>>>>

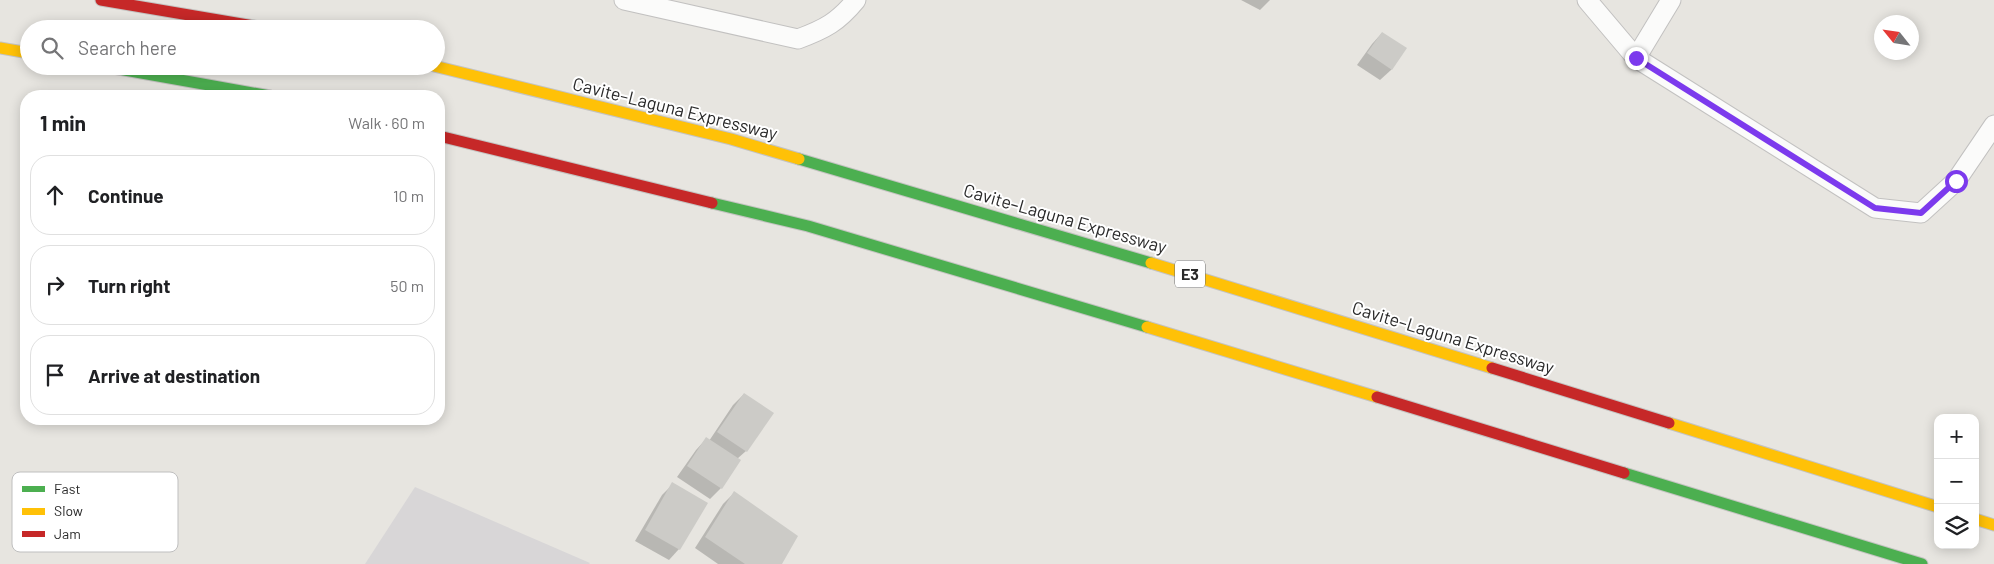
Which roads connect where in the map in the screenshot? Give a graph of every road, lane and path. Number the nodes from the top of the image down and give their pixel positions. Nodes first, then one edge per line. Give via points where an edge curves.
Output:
1 (101, 0) edge
2 (624, 0) edge
3 (856, 0) edge
4 (1587, 0) edge
5 (1671, 0) edge
6 (218, 20) edge
7 (0, 48) edge
8 (20, 51) edge
9 (1636, 58) junction
10 (445, 69) edge
11 (152, 75) edge
12 (236, 90) edge
13 (1994, 125) edge
14 (445, 137) edge
15 (1934, 506) edge
16 (1979, 520) edge
17 (1994, 525) edge
18 (1922, 564) edge

1 - 6 highway
2 - 3 lane via 798,39 826,29
4 - 9 lane
5 - 9 lane
7 - 8 highway
9 - 13 lane via 1875,208 1921,213 1956,181
10 - 15 highway, Cavite–Laguna Expressway / E3 via 759,147 1202,278
11 - 12 highway
14 - 18 highway via 808,226
16 - 17 highway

<<<<

Return each line of the material exactly as written; exclude the pictures.

Answer to the problem
Which roads connect where in the map in the screenshot? Give a graph of every road, lane and path. Number the nodes from the top of the image down and give their pixel positions. Nodes first, then one edge per line. Give via points where an edge curves.
Output:
1 (101, 0) edge
2 (624, 0) edge
3 (856, 0) edge
4 (1587, 0) edge
5 (1671, 0) edge
6 (218, 20) edge
7 (0, 48) edge
8 (20, 51) edge
9 (1636, 58) junction
10 (445, 69) edge
11 (152, 75) edge
12 (236, 90) edge
13 (1994, 125) edge
14 (445, 137) edge
15 (1934, 506) edge
16 (1979, 520) edge
17 (1994, 525) edge
18 (1922, 564) edge

1 - 6 highway
2 - 3 lane via 798,39 826,29
4 - 9 lane
5 - 9 lane
7 - 8 highway
9 - 13 lane via 1875,208 1921,213 1956,181
10 - 15 highway, Cavite–Laguna Expressway / E3 via 759,147 1202,278
11 - 12 highway
14 - 18 highway via 808,226
16 - 17 highway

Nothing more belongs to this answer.